Dr. Gilden did test for thryroid, adrenal, catecholamines (sp???), B12, D, blood sugar, and much more-- things which she said can be out of whack as cause or effect of autonomic problems. I'm going for a sleep study on Tuesday. So it's worh finding someone expert enough to know what to look for.

[mvdula]

Thanks for the info. I have had some of those tests through my endo - but don't think he really cares much. I may look into Dr Gilden.

[JenniferInOhio]

Hi,

I had 2 TTT. The first, I passed - it lasted only 20 minutes.

The second, I did not show signs of POTS until about 30 minutes into the test. At that point, my heart rate started going higher and my blood pressure dropped too. High enough for a definite POTS diagnosis and also orthostatic hypotension. Maybe you needed to be tested a bit longer.

I did not have meds. No way they were injecting that stuff into me

[masumeh]

from the things you said about what makes you tired and how you feel when it strikes, you really sound like a POTS patient to me. Bending over....sex....these things are SOOO POTS triggers....and I am not aware of any other disease that has those provocations.

The fact that you can function sometimes and not others also sounds like POTS. I am classic for POTS, with no other disease explaining my difficulties. And I can sometimes mop the kitchen floor, go shopping, play with my daughter, etc. Other days, I cannot get out of bed without feeling like death walking. That's the way it goes. Sometimes the flip happens very suddenly.

It helps to know your triggers and avoid them. Like, it helped me a lot when I realized that I get tachy'ed-out when I lift my arms over my head/shoulders level. It took several years (Dodo that I am) to realize that this was happening.

Why don't your doctors do a TTT without the injection? Then they cannot blame the abnormal numbers on the drug effect.

It's EXTREMELY frustrating to be sick and not have a diagnosis. I was sick with POTS for 4.5 years before I got my diagnosis, and although it came with mixed feelings, it really helped me move on.

Hope you get clarity soon.

[cardiactec]

I think a POTS diagnoses is confirmed by having (if you want to get strict about it) a thirty beat point increase or more from supine to stand with accompanying symptoms within TEN minutes or less. from the vitals maggy provided, she was tilted up to 20 mins without isuprel injection and hr's only approached 100's from a supine baseline of 80's.
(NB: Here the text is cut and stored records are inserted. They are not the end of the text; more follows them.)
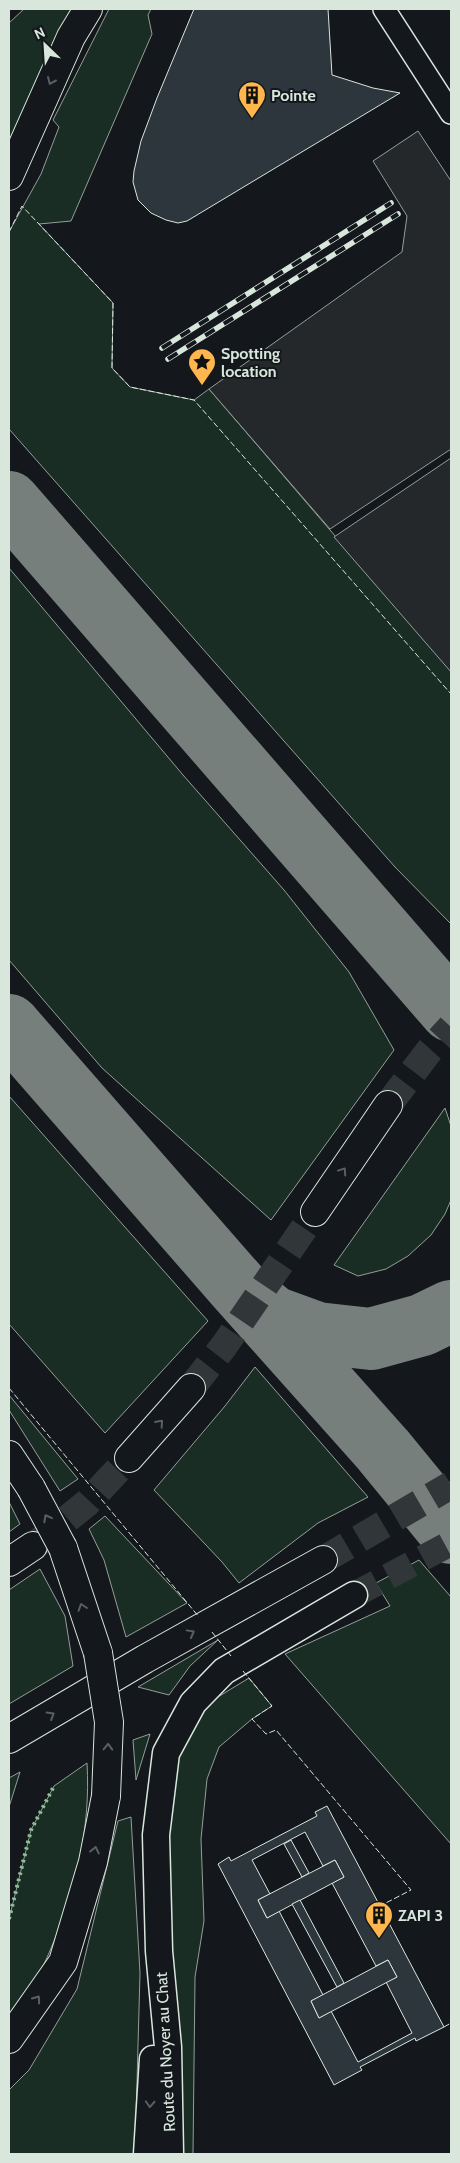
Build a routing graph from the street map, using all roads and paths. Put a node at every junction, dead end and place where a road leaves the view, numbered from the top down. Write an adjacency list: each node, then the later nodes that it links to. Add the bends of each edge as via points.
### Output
1 (88, 9): 4 (main road, one-way to 4, via 71,37)
2 (384, 9): 3 (street)
3 (451, 113)
4 (9, 176)
5 (388, 1105): 6 (main road, one-way to 5)
6 (315, 1212)
7 (191, 1388): 9 (main road, one-way to 7)
8 (9, 1456): 16 (main road, one-way to 8, bridge, via 63,1962 93,1862 106,1796 109,1722 98,1653 63,1548 31,1488)
9 (129, 1458)
10 (33, 1546): 12 (main road)
11 (323, 1560): 14 (main road, one-way to 11, via 145,1659)
12 (9, 1562)
13 (354, 1595): 15 (street, Route du Noyer au Chat, via 224,1670 193,1704 184,1719 166,1753 156,1835)
14 (9, 1740)
15 (159, 1951): 17 (street, Route du Noyer au Chat, one-way to 17); 18 (street, Route du Noyer au Chat, via 168,2047)
16 (9, 2039)
17 (147, 2154)
18 (170, 2154)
magg, personally i think, after seeing your signature, you might look into a reoccurance of your PSVT or another rhythm problem as being the cause of your symptoms. do your symptoms you're experiencing now feel the same as when you had PSVT? PSVT can be triggered by emotional stress, exercise, sex, etc. and sometimes it is very difficult to differentiate between true PSVT, POTS, or just a "normal" tachycardic variant from exerting yourself.

[mvdula]

No, when I had the PSVT - I could feel my heart go from normal to the 250 or so pbm suddenly. I always felt absolutely fine though! Tolerated it with no problem.